I have a large db that looks like this:
CREATE TABLE `cra` (
`id` int(11) NOT NULL AUTO_INCREMENT,
`post_id` bigint(13) NOT NULL,
`subject` varchar(180) DEFAULT NULL,
`date_time` datetime DEFAULT NULL,
`street` varchar(100) DEFAULT NULL,
`city` varchar(20) DEFAULT NULL,
`company_name` varchar(150) DEFAULT NULL,
`email1` varchar(40) DEFAULT NULL,
`email2` varchar(40) DEFAULT NULL,
`email3` varchar(40) DEFAULT NULL,
`email4` varchar(40) DEFAULT NULL,
`phone1` varchar(40) DEFAULT NULL,
`phone2` varchar(40) DEFAULT NULL,
`phone3` varchar(40) DEFAULT NULL,
`phone4` varchar(40) DEFAULT NULL,
`link1` varchar(250) DEFAULT NULL,
`link2` varchar(250) DEFAULT NULL,
`link3` varchar(250) DEFAULT NULL,
`link4` varchar(250) DEFAULT NULL,
PRIMARY KEY (`id`)
) ENGINE=InnoDB AUTO_INCREMENT=420 DEFAULT CHARSET=latin1;
I'm omitting a few other fields, but this will suffice for my example.

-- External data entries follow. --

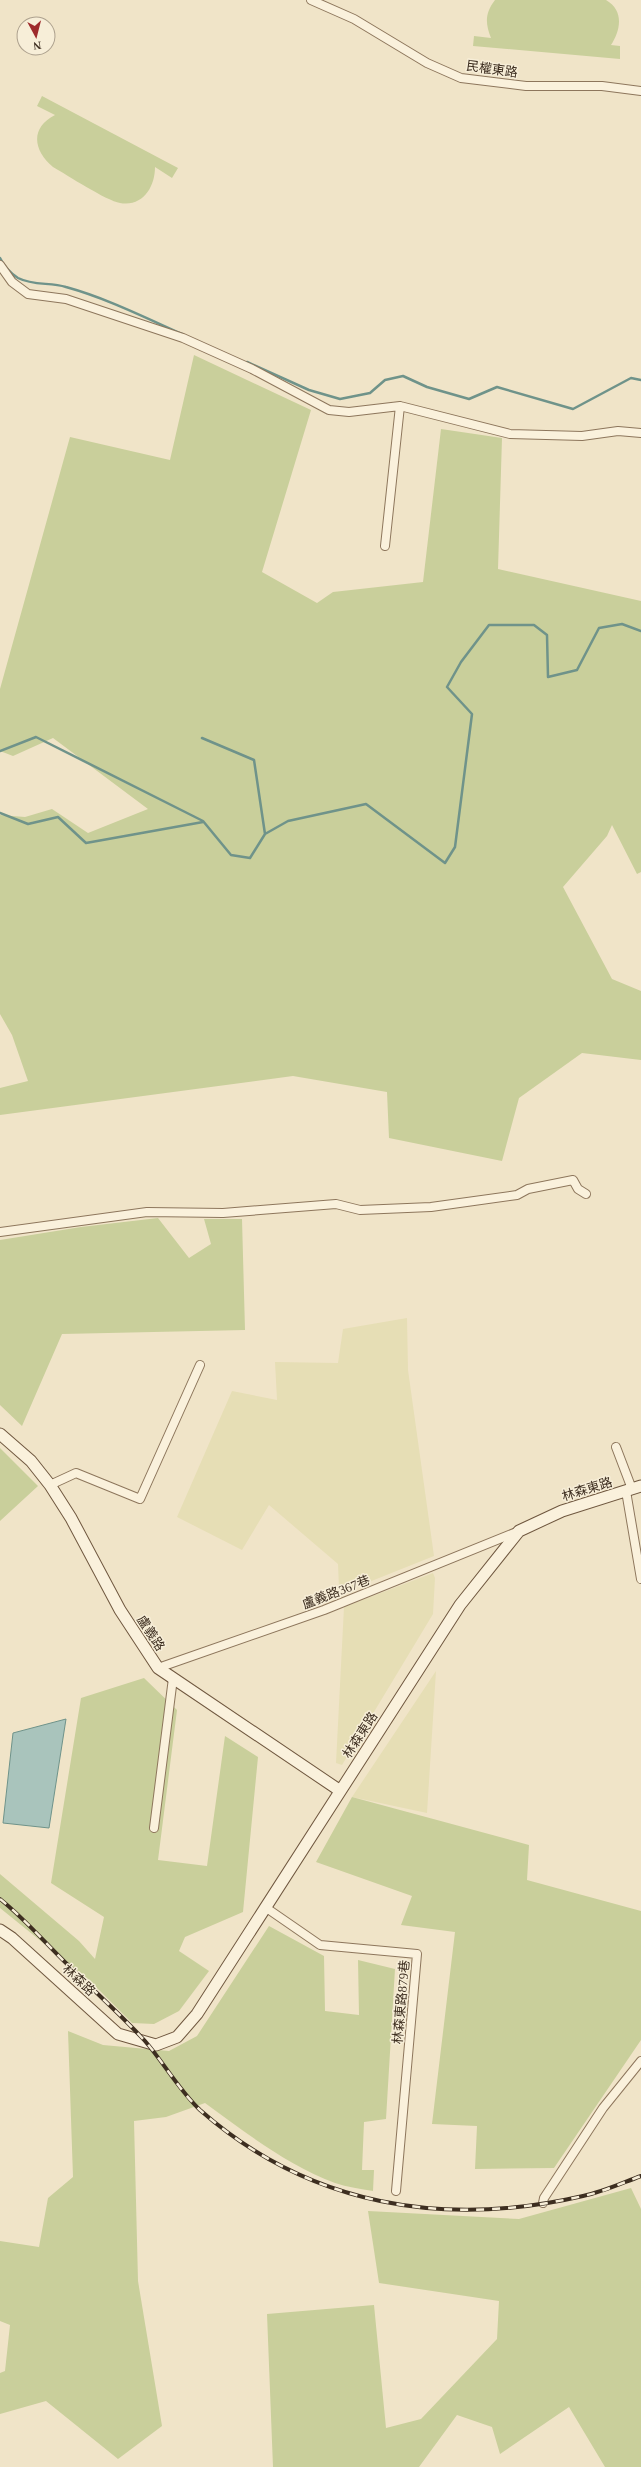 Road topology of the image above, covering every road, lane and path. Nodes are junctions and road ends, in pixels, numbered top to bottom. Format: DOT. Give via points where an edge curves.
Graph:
graph roads {
  1 [pos="311,0"];
  2 [pos="641,90"];
  3 [pos="0,265"];
  4 [pos="400,406"];
  5 [pos="641,433"];
  6 [pos="384,546"];
  7 [pos="586,1194"];
  8 [pos="0,1232"];
  9 [pos="200,1366"];
  10 [pos="0,1434"];
  11 [pos="616,1446"];
  12 [pos="50,1485"];
  13 [pos="633,1489"];
  14 [pos="520,1530"];
  15 [pos="641,1579"];
  16 [pos="158,1668"];
  17 [pos="173,1678"];
  18 [pos="339,1790"];
  19 [pos="154,1828"];
  20 [pos="265,1907"];
  21 [pos="0,1930"];
  22 [pos="144,2041"];
  23 [pos="641,2061"];
  24 [pos="396,2191"];
  25 [pos="543,2203"];
  1 -- 2 [label="street, 民權東路" via="354,19 427,63 461,78 526,86 602,86"];
  3 -- 4 [label="street" via="12,282 28,294 66,299 183,338 252,369 329,410 349,412"];
  4 -- 5 [label="street" via="510,434 582,436 618,431"];
  4 -- 6 [label="street"];
  7 -- 8 [label="street" via="578,1189 574,1180 528,1188 517,1195 431,1207 360,1210 336,1204 223,1213 147,1212"];
  9 -- 12 [label="street" via="140,1499 76,1473"];
  10 -- 12 [label="main road, 盧義路" via="31,1461"];
  11 -- 13 [label="street"];
  12 -- 16 [label="main road, 盧義路" via="71,1518 120,1610"];
  13 -- 14 [label="main road, 林森東路" via="562,1511"];
  13 -- 15 [label="street"];
  14 -- 16 [label="street, 盧義路367巷" via="324,1610"];
  14 -- 18 [label="main road, 林森東路" via="460,1605"];
  16 -- 17 [label="main road, 盧義路"];
  17 -- 18 [label="main road, 盧義路"];
  17 -- 19 [label="street"];
  18 -- 20 [label="main road, 林森東路"];
  20 -- 22 [label="main road, 林森東路" via="197,2014 177,2037 156,2045"];
  20 -- 24 [label="street, 林森東路879巷" via="320,1945 417,1954"];
  21 -- 22 [label="main road, 林森路" via="118,2034"];
  23 -- 25 [label="street" via="603,2108"];
}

I do have to create a report (or a subset of the db) with unique data. For example, I have to ignore records that have emails from domains like yahoo, hotmail, gmail. This shouldn't be a problem, what I'm worried about is that I have to ignore records where (email1 OR email2 OR email3 OR email4) are equal to (email1 OR email2 OR email3 OR email4) in any other record in the database. Same thing applies to phone numbers and links (where I have up to 10 links per record).

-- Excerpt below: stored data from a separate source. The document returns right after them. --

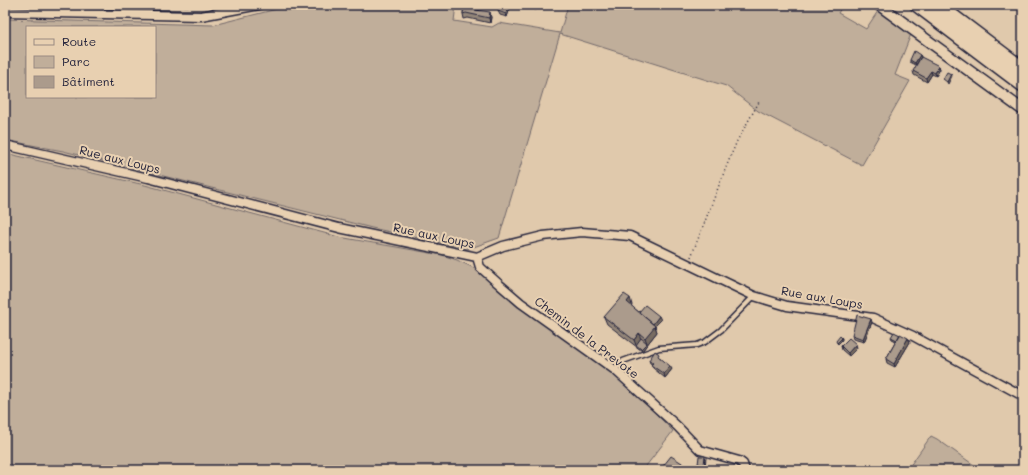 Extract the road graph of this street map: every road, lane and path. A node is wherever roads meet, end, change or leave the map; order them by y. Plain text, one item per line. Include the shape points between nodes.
1 (259, 5) edge
2 (880, 5) edge
3 (917, 5) edge
4 (938, 5) edge
5 (5, 12) edge
6 (1023, 69) edge
7 (1023, 85) edge
8 (759, 102) dead end
9 (1023, 110) edge
10 (5, 145) edge
11 (477, 257) junction
12 (688, 265) junction
13 (754, 296) junction
14 (615, 370) junction
15 (1023, 396) edge
16 (745, 470) edge

1 - 5 street via 201,16
2 - 9 street
3 - 7 highway
4 - 6 highway
8 - 12 path via 737,141
10 - 11 street, Rue aux Loups via 148,178 339,228
11 - 12 street, Rue aux Loups via 502,246 542,236 582,232 625,235
11 - 14 street, Chemin de la Prevote via 480,268 521,303
12 - 13 street, Rue aux Loups
13 - 14 lane via 721,330 705,342 659,348 624,361
13 - 15 street, Rue aux Loups via 787,306 874,318 913,336
14 - 16 street, Chemin de la Prevote via 700,450 738,461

What would be a good and decently efficient way of doing this?
First thing that comes to my mind is comparing one by one, but that could take a while.

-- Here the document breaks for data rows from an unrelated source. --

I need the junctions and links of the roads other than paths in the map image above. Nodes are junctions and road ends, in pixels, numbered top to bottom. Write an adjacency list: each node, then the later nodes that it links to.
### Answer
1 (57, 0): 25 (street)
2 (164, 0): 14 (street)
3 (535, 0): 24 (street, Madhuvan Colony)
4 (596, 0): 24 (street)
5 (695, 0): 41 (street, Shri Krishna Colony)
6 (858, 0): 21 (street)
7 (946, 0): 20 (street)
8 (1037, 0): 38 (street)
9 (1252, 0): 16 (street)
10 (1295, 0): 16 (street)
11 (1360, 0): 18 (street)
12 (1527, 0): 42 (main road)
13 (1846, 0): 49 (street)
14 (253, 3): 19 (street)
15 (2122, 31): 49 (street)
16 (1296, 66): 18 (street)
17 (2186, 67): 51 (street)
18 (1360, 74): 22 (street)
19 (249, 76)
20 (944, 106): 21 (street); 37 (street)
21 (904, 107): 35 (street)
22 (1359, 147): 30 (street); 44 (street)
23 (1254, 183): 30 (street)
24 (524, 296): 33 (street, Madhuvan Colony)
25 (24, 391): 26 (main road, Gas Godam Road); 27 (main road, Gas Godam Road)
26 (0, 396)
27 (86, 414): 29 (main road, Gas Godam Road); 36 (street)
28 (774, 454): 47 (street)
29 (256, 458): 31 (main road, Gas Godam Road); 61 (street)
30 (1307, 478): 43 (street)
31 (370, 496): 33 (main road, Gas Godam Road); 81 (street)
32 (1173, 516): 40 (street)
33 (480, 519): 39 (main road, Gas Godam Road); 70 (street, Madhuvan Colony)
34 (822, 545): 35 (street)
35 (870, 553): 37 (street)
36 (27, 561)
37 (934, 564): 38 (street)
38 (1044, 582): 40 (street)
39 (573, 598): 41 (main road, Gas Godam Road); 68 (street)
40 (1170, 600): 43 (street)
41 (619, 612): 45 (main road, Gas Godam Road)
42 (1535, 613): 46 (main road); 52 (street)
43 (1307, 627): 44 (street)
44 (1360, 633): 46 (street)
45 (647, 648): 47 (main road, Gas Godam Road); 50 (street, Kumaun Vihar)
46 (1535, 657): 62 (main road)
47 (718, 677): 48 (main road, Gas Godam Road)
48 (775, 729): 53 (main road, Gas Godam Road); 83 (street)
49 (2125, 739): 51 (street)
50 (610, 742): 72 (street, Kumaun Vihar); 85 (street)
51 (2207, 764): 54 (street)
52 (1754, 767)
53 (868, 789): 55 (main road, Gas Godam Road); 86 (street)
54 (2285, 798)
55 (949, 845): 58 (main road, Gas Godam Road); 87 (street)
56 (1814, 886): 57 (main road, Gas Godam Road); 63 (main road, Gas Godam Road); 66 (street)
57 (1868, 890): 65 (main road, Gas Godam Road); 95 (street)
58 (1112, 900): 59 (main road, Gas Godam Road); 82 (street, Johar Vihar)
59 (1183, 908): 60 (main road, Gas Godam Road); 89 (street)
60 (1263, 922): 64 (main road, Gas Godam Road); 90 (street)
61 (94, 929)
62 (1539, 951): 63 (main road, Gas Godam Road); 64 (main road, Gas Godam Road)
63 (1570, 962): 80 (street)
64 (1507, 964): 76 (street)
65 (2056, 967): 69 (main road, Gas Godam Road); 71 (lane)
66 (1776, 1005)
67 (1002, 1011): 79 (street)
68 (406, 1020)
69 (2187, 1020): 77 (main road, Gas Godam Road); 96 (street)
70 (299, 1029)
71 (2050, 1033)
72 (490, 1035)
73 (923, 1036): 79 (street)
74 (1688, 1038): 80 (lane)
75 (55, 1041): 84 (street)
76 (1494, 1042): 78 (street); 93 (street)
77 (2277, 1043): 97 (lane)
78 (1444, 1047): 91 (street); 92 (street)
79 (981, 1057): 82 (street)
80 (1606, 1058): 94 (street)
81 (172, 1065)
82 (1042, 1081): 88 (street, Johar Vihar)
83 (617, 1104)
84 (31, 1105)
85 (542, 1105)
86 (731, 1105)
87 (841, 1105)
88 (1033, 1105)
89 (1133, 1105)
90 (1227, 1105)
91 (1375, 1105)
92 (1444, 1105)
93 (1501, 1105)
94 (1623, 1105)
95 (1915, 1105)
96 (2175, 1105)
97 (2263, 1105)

I was wondering if there's a way of doing something like this:
If I have a record
{id=1, ..., phone1=11111111, phone2=22222222, phone3=33333333, phone4='',...}
have mysql create a temporary table with something like
{id=1, ..., phone=11111111,...}
{id=1, ..., phone=22222222,...}
{id=1, ..., phone=33333333,...}
{id=1, ..., phone=,...}
and then just use DISTINCT. Don't know if it's possible, but I'm sure one of you do! 🙂
Btw, I'm not too worried about efficiency as I'm worried about how easy is to implement the solution.
Any ideas?
I will really appreciate your help!